(Beginning of Data listing)

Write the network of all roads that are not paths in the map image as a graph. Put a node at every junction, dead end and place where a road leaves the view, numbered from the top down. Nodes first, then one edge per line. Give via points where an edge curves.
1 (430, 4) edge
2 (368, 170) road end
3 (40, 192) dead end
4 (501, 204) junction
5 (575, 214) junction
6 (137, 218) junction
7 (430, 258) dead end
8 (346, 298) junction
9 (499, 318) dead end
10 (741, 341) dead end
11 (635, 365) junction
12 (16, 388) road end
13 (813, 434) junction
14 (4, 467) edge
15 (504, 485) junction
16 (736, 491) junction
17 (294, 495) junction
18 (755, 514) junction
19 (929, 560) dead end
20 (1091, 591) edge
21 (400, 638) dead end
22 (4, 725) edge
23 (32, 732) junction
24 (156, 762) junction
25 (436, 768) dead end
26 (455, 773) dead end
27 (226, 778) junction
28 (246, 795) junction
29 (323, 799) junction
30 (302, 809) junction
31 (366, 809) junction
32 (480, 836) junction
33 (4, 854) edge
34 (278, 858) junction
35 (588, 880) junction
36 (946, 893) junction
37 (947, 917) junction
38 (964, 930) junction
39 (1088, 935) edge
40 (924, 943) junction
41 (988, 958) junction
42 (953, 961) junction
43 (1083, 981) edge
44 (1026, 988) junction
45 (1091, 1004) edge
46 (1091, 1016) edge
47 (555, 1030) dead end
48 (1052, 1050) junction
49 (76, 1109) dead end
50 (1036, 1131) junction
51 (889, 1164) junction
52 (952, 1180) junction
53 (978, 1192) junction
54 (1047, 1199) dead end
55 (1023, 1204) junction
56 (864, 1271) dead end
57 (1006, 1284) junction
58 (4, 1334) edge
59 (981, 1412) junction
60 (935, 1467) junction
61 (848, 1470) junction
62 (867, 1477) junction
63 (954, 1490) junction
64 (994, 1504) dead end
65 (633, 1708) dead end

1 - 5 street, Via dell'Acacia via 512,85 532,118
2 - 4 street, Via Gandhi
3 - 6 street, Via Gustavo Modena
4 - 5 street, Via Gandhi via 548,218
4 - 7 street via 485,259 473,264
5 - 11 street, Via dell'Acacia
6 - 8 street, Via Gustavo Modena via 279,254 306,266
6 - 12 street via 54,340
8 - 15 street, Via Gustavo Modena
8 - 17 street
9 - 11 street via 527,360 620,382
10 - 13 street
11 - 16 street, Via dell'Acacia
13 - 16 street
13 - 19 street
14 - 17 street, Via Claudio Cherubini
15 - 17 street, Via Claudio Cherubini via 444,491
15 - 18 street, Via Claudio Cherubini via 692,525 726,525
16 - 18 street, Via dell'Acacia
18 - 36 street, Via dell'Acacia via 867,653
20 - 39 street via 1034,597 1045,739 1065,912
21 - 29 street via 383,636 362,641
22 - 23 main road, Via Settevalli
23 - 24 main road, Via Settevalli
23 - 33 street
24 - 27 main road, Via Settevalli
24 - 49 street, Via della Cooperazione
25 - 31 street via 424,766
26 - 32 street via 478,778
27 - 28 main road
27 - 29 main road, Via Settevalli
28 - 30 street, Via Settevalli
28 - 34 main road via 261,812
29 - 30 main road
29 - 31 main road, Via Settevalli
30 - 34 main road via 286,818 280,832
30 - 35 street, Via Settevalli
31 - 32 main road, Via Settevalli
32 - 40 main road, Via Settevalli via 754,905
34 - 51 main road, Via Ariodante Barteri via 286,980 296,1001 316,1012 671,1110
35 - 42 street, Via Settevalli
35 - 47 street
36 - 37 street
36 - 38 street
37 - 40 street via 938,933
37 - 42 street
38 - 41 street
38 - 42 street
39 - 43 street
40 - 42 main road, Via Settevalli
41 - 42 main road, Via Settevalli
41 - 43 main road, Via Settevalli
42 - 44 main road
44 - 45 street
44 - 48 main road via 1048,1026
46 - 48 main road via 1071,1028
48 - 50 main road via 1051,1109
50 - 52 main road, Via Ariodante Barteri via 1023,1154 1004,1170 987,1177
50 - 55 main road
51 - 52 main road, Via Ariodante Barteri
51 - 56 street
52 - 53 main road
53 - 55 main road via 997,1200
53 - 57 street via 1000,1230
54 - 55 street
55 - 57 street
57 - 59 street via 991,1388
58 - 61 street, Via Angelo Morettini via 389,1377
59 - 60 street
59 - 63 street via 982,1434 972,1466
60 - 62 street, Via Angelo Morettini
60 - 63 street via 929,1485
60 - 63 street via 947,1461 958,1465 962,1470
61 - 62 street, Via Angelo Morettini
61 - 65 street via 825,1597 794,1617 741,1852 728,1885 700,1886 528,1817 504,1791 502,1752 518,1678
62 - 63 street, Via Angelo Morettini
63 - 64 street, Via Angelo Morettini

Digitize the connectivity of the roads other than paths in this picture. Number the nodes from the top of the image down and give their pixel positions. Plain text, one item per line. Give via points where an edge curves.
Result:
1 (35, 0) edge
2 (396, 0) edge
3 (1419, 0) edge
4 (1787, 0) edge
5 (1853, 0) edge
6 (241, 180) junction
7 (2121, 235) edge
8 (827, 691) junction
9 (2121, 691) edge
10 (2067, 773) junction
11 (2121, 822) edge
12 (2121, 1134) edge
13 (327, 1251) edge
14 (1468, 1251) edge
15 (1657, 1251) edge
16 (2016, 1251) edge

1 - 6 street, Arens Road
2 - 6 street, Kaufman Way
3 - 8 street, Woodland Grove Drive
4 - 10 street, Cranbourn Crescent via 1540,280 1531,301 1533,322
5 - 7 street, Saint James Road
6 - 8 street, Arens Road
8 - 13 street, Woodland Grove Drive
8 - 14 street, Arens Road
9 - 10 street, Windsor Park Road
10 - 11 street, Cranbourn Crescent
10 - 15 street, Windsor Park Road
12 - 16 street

(End of Data listing)

** Your instructions **
From the data, report how many lines hold "Ariodante", leaving out any other words.

** Response **
3